JPS6037482B2 - speed control device - Google Patents

Description

DETAILED DESCRIPTION OF THE INVENTION The present invention relates to a speed control device, and is particularly applicable to a magnetic disk device in which a carriage equipped with a magnetic head is run in order to cause a magnetic head to reach a desired track on a magnetic disk. The present invention relates to a suitable speed control device.

In magnetic disk drives, it is possible to control the moving speed of the carriage while it reaches the target stop position.
It will probably be done.

In other words, in order to quickly reach the target stop position and suppress vibration, the moving speed of the carriage is controlled along an ideal deceleration curve, and after reaching the vicinity of the target stop position, the carriage is It performs positioning control.

FIG. 1 shows a speed control section of a magnetic disk device that performs such control.

In the figure, 1 is a rotating disk-shaped medium, 2 is an arm with a magnetic head attached to its tip, etc., 3 is a carriage that supports a plurality of arms 2 and is movable in the radial direction of the medium 1, 4 - is provided at the rear end of the carriage 3 and the field device 42
5 is a position detector that detects the reproduced signal from the servo head; 6 differentiates the output A of the position detector 6 and integrates the energization signal of the drive coil 4, and calculates the difference between the two. a speed detector that obtains a speed signal B by mutual interpolation;
7 is a pulse generation circuit that shapes the output A of the position detector 5 and outputs a pulse signal C; 8 is a pulse generation circuit that is set as an initial value to the movement distance to the target position given from the control logic circuit 9, and then outputted from the pulse generation circuit 7; 10 is a compensation value circuit that is set by the output C of the pulse generation circuit 7 and integrates the output B of the speed detector 6; 11 is a D/A converter of the count output of the subtraction counter 8 and an analog circuit; A D/A converter that outputs a quantity counting signal E, 1
2 is an addition circuit 13 that outputs a sum signal F obtained by adding the output D of the correction value circuit 10 and the count signal E of the D/A converter;
14 is a nonlinear circuit that generates a target speed signal according to the sum signal F from the adder circuit 12, 14 is a subtraction circuit that outputs a difference signal between the output B of the speed detector 6 and the target speed signal from the nonlinear circuit, and 15 is a subtraction circuit that generates a target speed signal according to the sum signal F from the adder circuit 12. This is a power amplifier that amplifies the power of the difference signal from the subtraction circuit 14 and applies it to the drive coil 4.

On one surface of the medium 1, servo information consisting of odd number signals and corner number signals alternately arranged in the same circular shape at a predetermined pitch is recorded.

Therefore, the position detector 5 detects the difference between the odd number track signal component and the corner number track signal component of this servo information reproduced by the servo head, and outputs it as a servo signal A.

That is, if the servo head is located exactly between the odd numbered track and the corner numbered track, the odd numbered track signal component and the corner numbered track signal component are equal in magnitude, so the servo signal A is "0". It is.

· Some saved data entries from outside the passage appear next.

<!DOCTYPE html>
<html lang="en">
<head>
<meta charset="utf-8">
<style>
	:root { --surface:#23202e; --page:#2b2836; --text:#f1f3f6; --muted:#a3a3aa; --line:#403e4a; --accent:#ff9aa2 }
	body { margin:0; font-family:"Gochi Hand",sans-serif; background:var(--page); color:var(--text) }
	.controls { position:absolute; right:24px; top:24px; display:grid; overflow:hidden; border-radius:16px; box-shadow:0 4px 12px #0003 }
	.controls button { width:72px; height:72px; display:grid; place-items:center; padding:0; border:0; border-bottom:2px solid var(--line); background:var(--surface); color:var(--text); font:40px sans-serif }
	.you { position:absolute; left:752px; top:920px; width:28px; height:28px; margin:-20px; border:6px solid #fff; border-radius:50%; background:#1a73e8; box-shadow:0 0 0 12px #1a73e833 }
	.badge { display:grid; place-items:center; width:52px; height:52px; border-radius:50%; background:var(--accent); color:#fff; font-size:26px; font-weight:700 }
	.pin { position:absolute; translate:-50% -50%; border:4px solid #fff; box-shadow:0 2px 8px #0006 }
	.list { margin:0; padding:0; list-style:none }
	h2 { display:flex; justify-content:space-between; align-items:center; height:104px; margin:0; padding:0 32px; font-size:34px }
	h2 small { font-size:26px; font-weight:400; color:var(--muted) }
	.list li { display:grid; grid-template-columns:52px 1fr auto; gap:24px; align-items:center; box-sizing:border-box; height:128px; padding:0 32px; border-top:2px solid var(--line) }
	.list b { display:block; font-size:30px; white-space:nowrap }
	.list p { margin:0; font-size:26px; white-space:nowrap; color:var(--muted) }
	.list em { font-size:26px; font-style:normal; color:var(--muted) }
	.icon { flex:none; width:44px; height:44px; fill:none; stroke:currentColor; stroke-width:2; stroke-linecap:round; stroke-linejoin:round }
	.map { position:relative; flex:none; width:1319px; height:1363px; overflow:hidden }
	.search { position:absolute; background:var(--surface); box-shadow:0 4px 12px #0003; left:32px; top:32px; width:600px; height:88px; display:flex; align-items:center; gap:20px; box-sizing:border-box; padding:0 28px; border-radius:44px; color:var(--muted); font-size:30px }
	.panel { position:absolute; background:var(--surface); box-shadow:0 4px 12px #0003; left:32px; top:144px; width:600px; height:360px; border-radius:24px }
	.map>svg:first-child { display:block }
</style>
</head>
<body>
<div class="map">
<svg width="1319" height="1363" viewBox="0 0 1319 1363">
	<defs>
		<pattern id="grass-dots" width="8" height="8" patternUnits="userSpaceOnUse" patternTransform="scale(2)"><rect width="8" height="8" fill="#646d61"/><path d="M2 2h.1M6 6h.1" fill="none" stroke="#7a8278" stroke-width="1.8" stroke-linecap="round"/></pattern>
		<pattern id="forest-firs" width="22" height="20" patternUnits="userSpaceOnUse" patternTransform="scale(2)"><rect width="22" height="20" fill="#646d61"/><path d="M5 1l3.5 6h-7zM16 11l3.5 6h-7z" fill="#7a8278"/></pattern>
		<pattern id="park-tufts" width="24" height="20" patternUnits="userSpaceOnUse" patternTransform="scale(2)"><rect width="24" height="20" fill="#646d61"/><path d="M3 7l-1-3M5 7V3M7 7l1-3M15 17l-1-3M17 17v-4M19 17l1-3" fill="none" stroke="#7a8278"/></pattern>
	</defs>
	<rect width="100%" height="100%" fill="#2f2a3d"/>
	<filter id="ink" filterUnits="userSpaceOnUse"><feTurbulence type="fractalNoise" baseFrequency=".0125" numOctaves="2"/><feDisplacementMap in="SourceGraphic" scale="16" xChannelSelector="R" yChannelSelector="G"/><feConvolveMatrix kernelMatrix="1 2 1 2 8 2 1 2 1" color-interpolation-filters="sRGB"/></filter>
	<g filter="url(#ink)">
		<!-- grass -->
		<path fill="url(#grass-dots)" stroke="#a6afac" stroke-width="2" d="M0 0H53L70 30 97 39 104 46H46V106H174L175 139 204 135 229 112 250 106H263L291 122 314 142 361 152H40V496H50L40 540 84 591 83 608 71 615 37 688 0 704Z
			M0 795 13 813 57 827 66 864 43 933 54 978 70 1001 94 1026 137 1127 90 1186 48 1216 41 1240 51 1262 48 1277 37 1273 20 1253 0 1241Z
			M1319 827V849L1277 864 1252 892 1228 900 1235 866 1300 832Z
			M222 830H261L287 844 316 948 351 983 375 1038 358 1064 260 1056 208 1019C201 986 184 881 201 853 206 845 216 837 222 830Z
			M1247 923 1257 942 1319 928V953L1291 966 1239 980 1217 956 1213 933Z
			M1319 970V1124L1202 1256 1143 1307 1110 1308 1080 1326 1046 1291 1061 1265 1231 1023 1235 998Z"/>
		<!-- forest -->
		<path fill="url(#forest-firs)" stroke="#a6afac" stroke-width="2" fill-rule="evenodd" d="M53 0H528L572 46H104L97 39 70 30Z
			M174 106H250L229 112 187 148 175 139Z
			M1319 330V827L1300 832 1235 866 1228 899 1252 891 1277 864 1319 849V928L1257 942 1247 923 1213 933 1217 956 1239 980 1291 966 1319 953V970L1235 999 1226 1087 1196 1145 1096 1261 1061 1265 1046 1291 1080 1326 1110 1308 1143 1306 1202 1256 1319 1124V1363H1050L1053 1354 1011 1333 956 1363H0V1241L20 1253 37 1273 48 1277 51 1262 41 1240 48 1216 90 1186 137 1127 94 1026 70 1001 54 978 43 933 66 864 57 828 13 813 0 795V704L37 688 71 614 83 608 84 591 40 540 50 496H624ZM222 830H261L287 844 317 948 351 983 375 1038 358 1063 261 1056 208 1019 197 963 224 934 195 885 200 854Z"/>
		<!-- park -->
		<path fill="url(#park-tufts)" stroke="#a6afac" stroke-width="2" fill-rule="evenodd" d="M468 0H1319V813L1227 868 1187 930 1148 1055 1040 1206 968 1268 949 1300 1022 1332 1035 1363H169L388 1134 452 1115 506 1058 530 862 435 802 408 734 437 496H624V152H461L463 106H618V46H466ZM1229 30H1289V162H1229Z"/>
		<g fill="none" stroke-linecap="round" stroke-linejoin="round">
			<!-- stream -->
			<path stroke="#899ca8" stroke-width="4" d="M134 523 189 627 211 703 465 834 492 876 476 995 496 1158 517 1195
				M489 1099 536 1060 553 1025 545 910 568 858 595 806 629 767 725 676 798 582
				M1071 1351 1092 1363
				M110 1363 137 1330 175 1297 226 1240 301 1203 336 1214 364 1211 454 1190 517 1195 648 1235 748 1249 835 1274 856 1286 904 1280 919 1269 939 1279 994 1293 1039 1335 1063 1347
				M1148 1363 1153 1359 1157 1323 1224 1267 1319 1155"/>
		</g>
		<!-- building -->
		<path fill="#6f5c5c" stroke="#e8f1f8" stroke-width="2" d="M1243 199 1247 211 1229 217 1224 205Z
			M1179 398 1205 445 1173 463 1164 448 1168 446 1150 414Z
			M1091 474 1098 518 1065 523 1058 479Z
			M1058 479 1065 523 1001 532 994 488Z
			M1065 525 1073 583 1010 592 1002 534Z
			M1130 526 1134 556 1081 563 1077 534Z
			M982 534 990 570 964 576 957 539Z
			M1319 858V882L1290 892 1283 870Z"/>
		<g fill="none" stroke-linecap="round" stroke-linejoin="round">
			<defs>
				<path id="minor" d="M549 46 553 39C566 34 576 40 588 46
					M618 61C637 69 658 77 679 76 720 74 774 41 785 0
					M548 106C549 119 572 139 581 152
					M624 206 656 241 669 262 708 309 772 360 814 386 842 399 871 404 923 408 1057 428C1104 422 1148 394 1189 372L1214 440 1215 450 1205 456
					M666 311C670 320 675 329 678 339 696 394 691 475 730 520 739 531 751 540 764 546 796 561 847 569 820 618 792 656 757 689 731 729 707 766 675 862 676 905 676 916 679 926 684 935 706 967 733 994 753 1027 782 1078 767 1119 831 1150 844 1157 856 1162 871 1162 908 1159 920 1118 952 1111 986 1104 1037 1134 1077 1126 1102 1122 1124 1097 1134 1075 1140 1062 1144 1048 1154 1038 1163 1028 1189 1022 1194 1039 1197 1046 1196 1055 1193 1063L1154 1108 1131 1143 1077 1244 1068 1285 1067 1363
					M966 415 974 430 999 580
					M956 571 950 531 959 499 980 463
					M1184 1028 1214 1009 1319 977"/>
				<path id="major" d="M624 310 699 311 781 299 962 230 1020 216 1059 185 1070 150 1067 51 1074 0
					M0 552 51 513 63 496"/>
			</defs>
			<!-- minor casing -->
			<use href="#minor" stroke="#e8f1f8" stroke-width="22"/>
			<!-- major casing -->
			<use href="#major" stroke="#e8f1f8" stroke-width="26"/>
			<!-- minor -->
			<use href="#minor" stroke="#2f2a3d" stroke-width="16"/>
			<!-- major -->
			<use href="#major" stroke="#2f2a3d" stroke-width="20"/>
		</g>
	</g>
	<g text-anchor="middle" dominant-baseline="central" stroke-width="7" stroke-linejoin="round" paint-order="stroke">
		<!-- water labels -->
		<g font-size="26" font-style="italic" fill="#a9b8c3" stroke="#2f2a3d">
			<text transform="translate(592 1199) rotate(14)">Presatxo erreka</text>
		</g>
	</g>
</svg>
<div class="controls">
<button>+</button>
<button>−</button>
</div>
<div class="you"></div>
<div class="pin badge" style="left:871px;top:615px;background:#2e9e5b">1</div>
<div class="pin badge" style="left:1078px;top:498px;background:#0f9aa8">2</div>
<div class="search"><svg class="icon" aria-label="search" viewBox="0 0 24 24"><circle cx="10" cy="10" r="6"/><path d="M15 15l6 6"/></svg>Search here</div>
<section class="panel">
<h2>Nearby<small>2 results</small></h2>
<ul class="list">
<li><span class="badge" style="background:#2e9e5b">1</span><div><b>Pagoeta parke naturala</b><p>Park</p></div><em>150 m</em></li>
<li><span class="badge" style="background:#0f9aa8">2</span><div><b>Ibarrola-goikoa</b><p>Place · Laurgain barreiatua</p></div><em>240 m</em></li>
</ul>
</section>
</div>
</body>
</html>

Furthermore, when the servo head deviates from this position, the servo signal A shifts in the positive or negative direction and changes almost proportionally, and if it deviates even further, it passes through a maximum or minimum value and becomes a response in the signal component of the next track.

As a result, the servo signal A becomes a sine wave as shown in FIG. 2A. By differentiating a portion of such servo signal A that is close to a straight line, highly accurate speed signals can be obtained at intervals,
A continuous speed signal is obtained by integrating the amount of current flowing through the drive coil 4, which provides an acceleration force for the carriage 3.

Therefore, the speed detector 6 interpolates between discrete speed signals obtained by differentiating the servo signal A using the integral value of the output of the current detector 16, and as shown in FIG. Outputs speed signal B.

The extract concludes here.